Thus, it is an essentially republican art; one must be accustomed to tolerating the most unusual opinions and points of view and even to taking a certain pleasure in their counterplay[….] The education of the ancient man customarily culminates in rhetoric: it is the highest spiritual activity of the well-educated political man—an odd notion for us!

—Nietzsche, “Description of Ancient Rhetoric” (1872–73)

Seminar in the Future of the Liberal Arts”

EMERSON DID NOT live to address the full effects of the modern university established by the end of Charles Eliot's tenure as president of Harvard in 1909. But as I have argued throughout this study, significant elements of Emerson's idea of liberal education resonate, beyond his death in 1882 and into the twentieth century, in the minds and words of some of his most studious readers. Emerson did not know firsthand the “Ph.D. Octopus” that William James would confront in the first decade of the twentieth-century university.

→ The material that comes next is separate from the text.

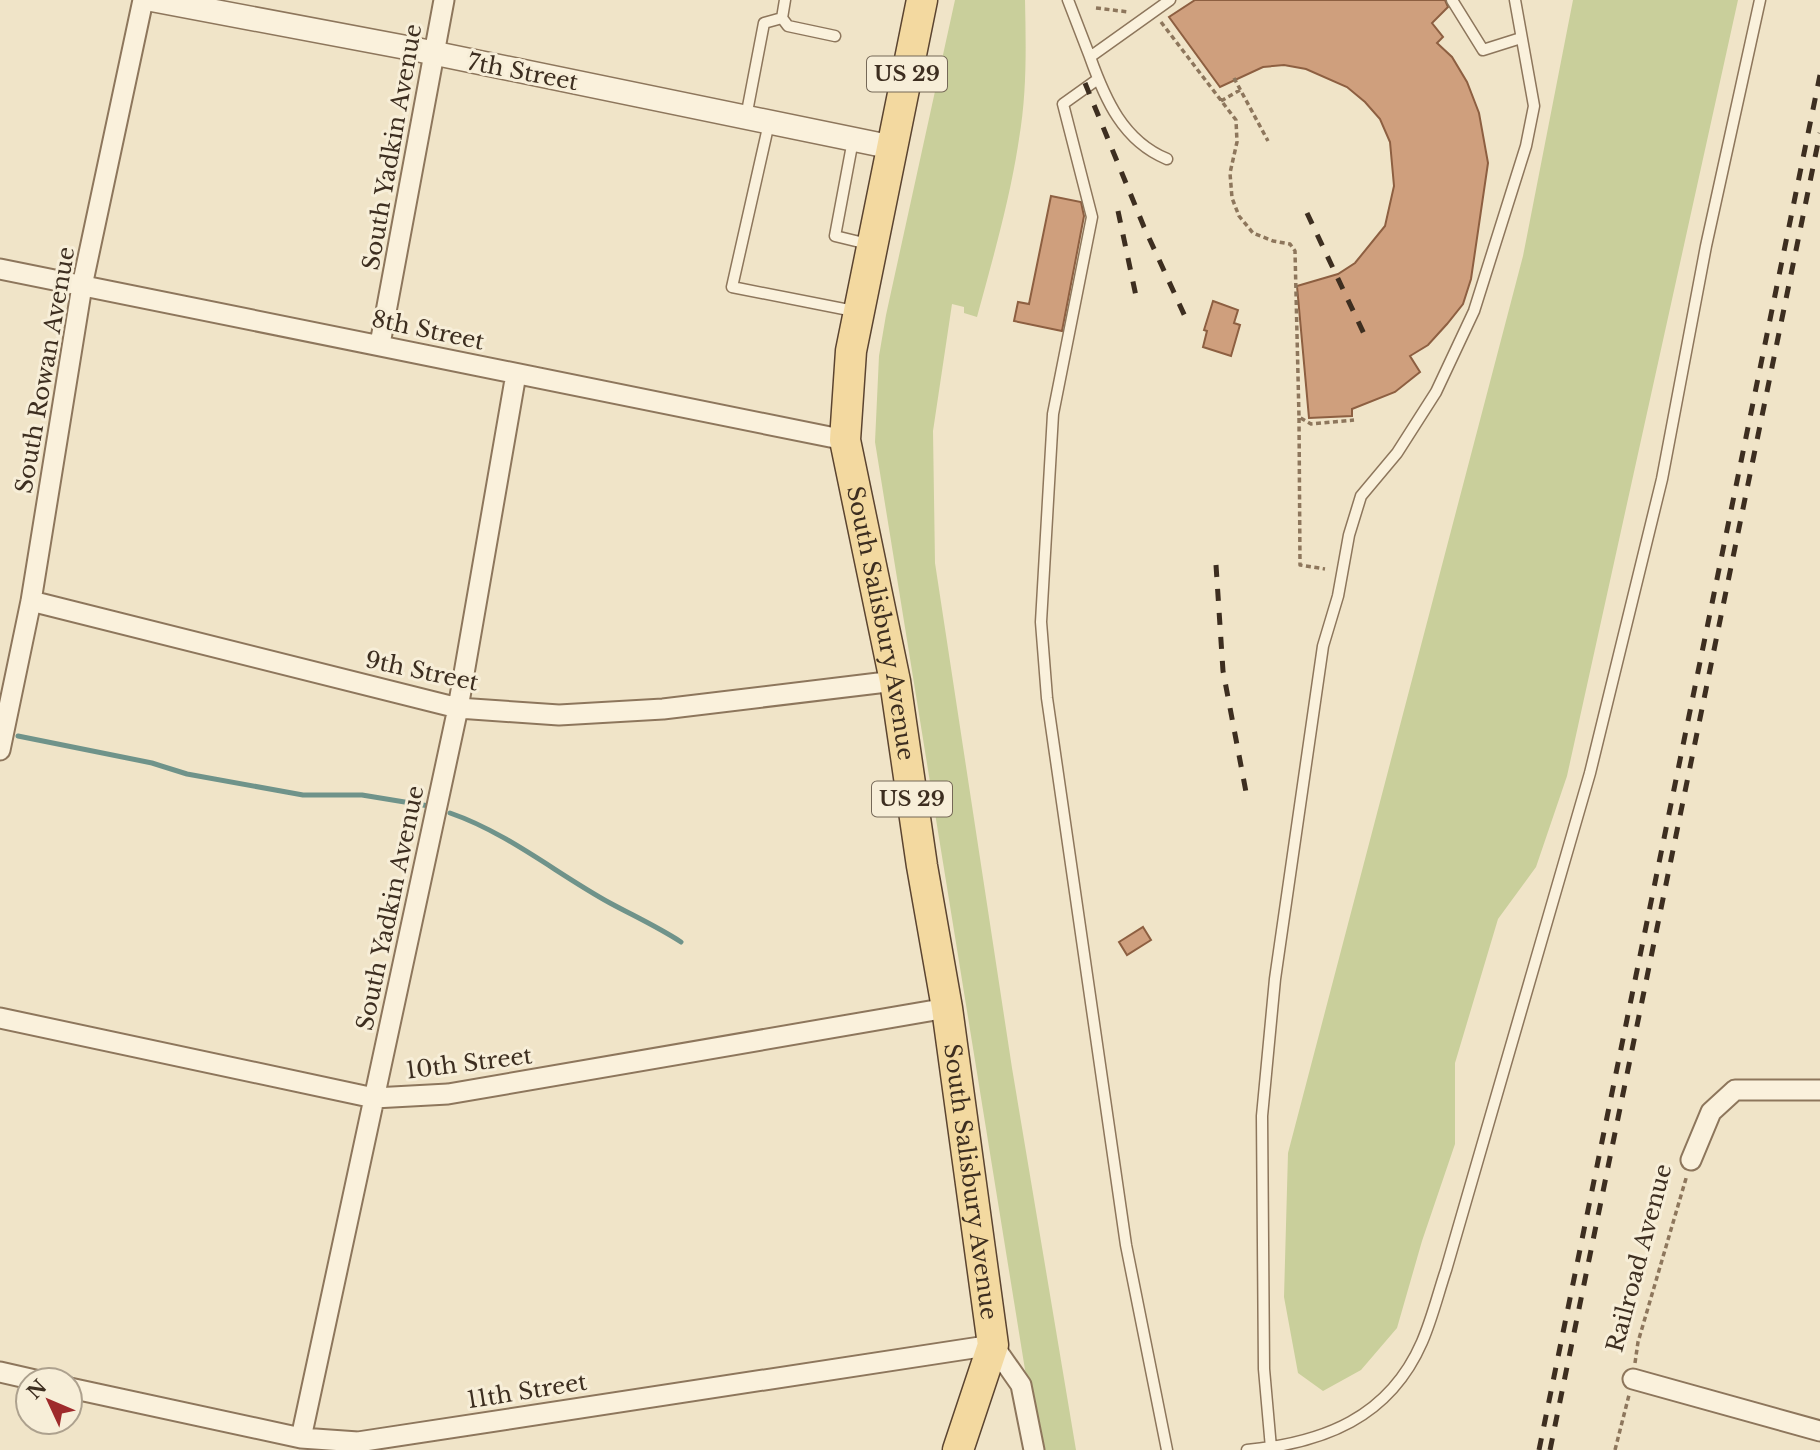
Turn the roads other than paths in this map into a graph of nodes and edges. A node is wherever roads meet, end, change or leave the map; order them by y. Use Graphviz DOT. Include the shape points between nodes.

However, Emerson's undisciplinable method of thinking provides James, as we saw in chapter 1, with a way of conceiving philosophy pragmatically and pedagogically, in part as a counter to the scientific conceptions of both philosophy and educational psychology emerging in James's midst.

As I demonstrate in chapter 2, Emerson's rhetoric of mind carries into the 1870s and the beginnings of university specialization a counterbalancing response of the kind that Wendell Berry would embrace a century later as an unfashionable art of the commonplace. Both place great value on the life of the mind in the community. To complicate matters further, Harvard's President Eliot used this rhetorical Emerson to transform the college into a university that, ironically, by the time Eliot celebrates Emerson's prophetic teachings in 1903, would have been less likely to hire him as a professor. The rhetorical lessons that Whitman learned from Emerson—where culture takes shape as an agonistic, gymnastic struggle to read into the books of the past for the purposes of an unwritten future—also applies to these other readers, and to Whitman himself. As I argue in chapter 3, Whitman's cultivation of rhetorical poetics in his work of the late 1860s and early 1870s, Democratic Vistas most notably, can be read in relation to the emergence of university reform and to Whitman's own interests in the cultural office of oratory.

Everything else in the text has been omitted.